Stored data:

BEGIN

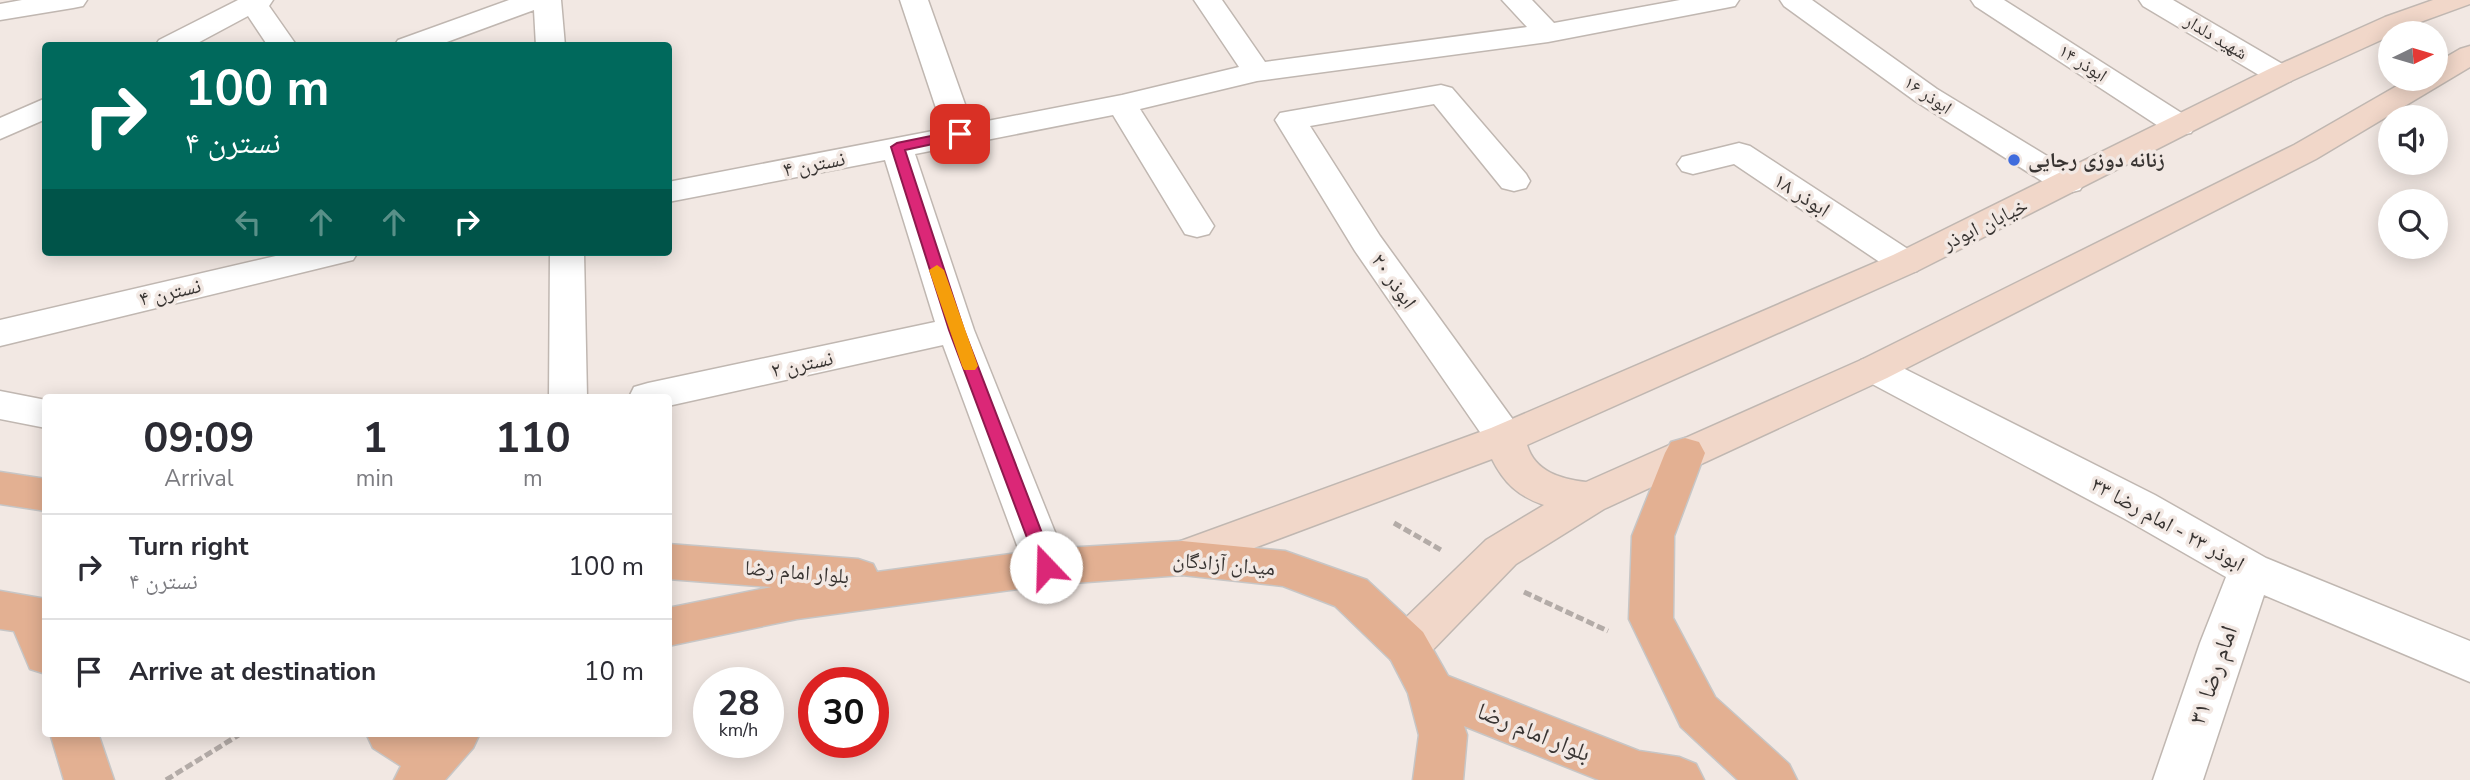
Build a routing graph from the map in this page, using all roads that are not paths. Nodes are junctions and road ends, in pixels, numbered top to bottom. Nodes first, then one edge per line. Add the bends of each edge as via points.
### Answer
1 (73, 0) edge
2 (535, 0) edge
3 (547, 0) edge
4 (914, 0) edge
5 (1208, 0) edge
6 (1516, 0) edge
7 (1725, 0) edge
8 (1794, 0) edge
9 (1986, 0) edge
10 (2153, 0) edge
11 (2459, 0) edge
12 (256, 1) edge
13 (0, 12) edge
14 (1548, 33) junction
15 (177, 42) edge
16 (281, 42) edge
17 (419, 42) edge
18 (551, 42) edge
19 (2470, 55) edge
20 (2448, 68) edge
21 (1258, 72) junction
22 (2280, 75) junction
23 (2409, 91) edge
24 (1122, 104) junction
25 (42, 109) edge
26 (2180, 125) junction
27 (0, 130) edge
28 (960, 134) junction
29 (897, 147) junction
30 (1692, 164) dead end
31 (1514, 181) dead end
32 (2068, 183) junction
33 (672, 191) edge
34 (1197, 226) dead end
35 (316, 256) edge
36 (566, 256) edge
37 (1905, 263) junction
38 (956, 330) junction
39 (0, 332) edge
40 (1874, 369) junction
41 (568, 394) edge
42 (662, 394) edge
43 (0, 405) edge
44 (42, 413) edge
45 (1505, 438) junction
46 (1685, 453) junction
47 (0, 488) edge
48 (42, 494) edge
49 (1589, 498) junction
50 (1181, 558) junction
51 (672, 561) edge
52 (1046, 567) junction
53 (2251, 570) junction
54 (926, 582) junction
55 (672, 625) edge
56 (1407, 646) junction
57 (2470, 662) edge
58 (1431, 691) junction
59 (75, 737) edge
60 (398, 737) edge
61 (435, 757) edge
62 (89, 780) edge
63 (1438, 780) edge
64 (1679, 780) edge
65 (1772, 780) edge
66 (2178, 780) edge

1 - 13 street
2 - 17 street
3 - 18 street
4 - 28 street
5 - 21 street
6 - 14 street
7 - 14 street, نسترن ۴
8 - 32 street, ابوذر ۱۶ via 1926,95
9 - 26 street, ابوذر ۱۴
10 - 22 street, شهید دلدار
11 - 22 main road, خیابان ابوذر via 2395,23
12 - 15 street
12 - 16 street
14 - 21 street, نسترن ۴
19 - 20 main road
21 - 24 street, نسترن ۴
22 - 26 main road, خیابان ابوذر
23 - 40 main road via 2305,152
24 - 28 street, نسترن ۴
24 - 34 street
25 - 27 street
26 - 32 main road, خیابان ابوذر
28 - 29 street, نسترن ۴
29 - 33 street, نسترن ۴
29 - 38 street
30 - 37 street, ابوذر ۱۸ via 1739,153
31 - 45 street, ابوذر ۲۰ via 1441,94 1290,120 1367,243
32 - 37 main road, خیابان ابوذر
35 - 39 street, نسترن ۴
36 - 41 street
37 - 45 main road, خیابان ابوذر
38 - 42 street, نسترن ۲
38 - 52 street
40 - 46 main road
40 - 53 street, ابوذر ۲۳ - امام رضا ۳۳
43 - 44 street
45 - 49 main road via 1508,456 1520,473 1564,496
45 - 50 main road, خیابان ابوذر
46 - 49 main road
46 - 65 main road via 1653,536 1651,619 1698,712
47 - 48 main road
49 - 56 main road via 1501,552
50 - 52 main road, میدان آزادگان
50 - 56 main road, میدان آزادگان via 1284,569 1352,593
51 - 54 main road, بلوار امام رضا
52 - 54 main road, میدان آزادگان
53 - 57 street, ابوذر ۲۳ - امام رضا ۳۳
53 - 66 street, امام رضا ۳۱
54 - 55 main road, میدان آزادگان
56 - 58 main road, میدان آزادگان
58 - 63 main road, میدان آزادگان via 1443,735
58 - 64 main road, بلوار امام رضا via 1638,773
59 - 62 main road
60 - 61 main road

END
BEGIN

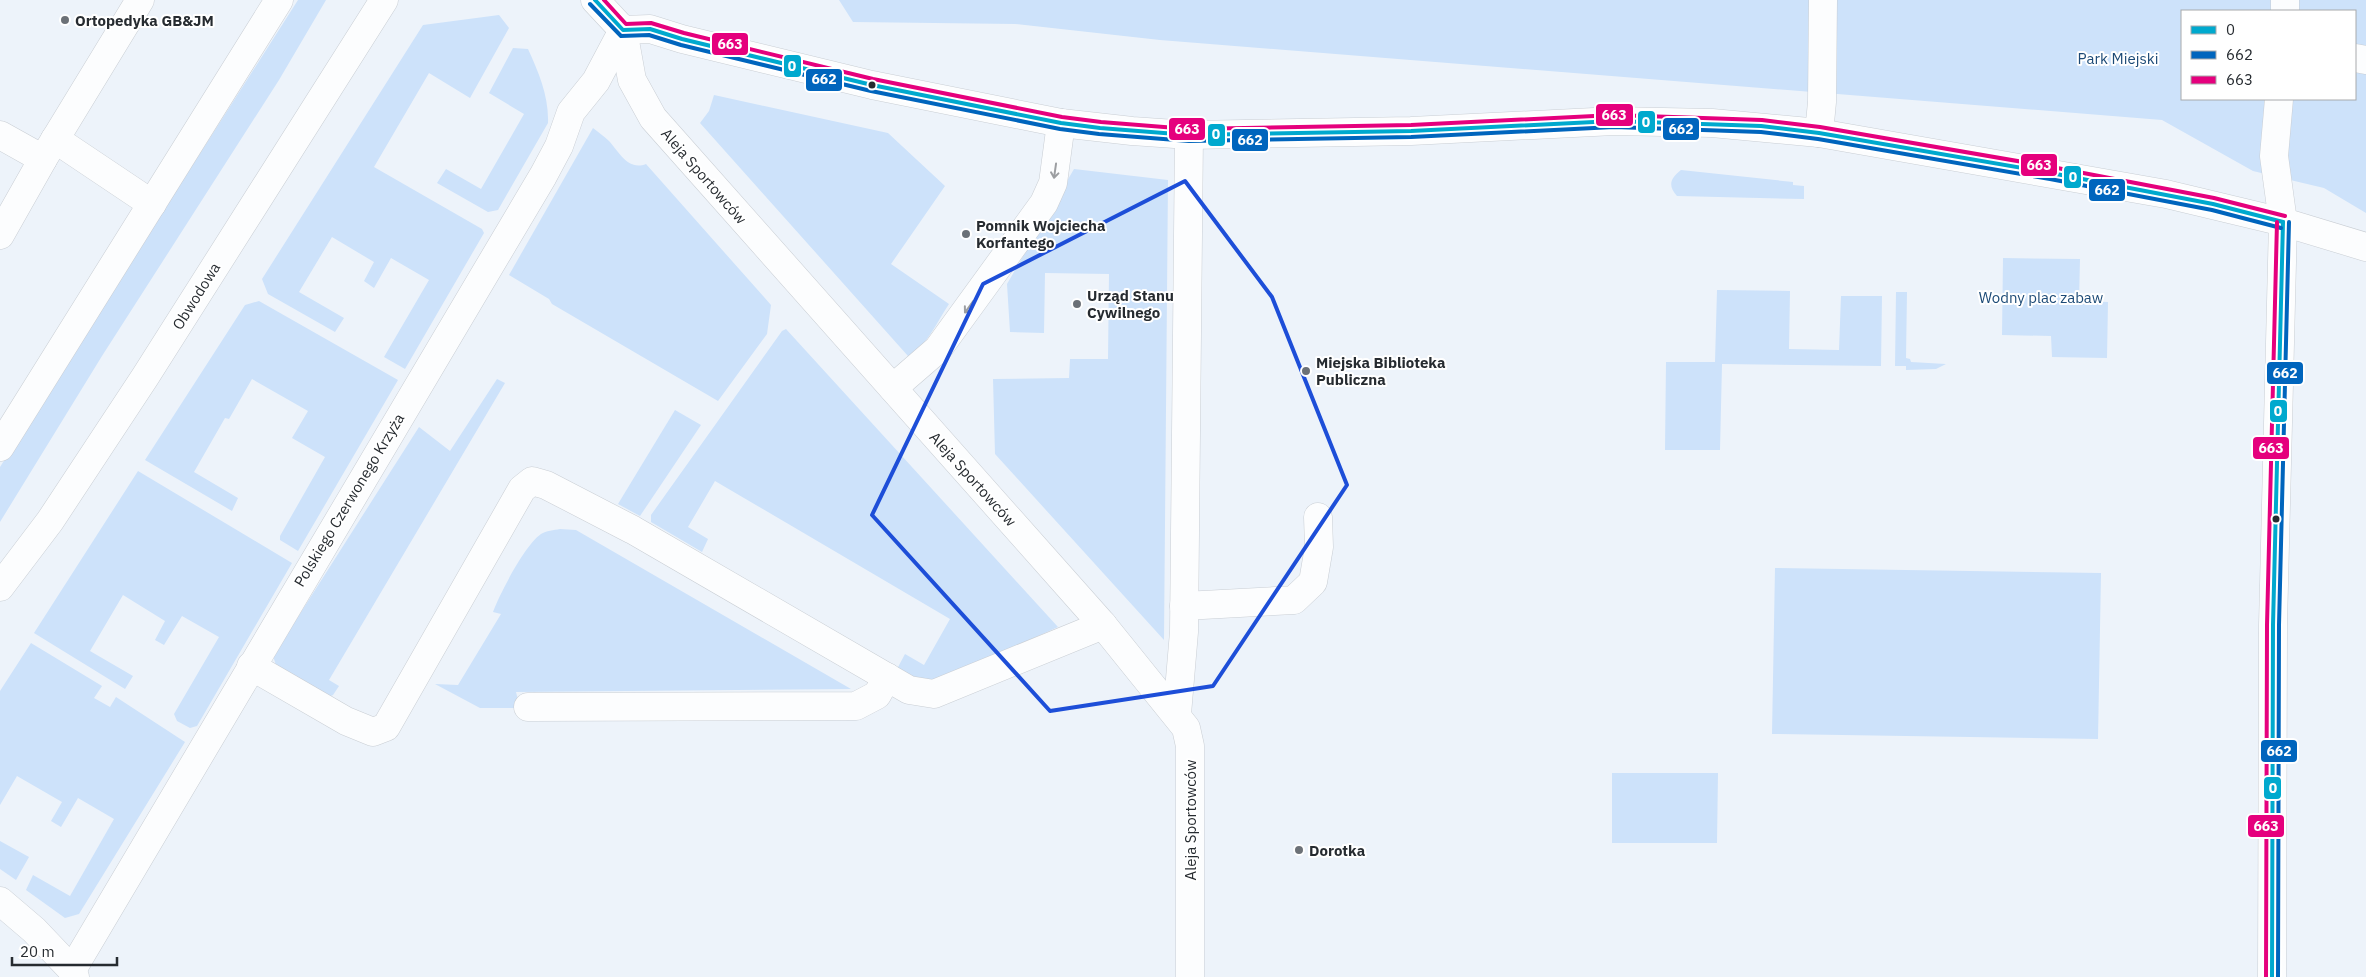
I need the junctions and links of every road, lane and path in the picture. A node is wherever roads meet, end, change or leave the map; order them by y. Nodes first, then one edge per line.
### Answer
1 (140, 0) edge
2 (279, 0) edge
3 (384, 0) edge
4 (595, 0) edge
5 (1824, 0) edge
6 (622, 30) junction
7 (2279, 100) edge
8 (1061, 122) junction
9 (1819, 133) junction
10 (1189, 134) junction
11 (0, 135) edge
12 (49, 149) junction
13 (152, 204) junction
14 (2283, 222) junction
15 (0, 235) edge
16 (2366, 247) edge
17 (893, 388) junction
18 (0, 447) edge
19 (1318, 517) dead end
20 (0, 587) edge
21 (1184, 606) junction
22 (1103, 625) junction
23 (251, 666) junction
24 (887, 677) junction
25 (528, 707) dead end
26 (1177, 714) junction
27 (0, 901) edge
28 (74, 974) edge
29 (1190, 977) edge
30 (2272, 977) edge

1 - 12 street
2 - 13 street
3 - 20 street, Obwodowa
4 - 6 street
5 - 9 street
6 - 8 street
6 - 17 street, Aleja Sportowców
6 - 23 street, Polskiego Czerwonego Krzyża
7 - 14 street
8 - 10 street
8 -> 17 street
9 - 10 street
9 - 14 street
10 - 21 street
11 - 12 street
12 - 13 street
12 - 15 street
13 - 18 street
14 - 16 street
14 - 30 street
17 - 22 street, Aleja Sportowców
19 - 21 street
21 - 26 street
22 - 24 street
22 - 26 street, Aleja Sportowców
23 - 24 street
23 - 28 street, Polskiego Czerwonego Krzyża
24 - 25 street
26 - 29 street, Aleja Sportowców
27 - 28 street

END

REQUIREMENT: For each line in the records that contains the word "first", make a copy.

FINISHED TASK:
Build a routing graph from the map in this page, using all roads that are not paths. Nodes are junctions and road ends, in pixels, numbered top to bottom. Nodes first, then one edge per line. Add the bends of each edge as via points.
I need the junctions and links of every road, lane and path in the picture. A node is wherever roads meet, end, change or leave the map; order them by y. Nodes first, then one edge per line.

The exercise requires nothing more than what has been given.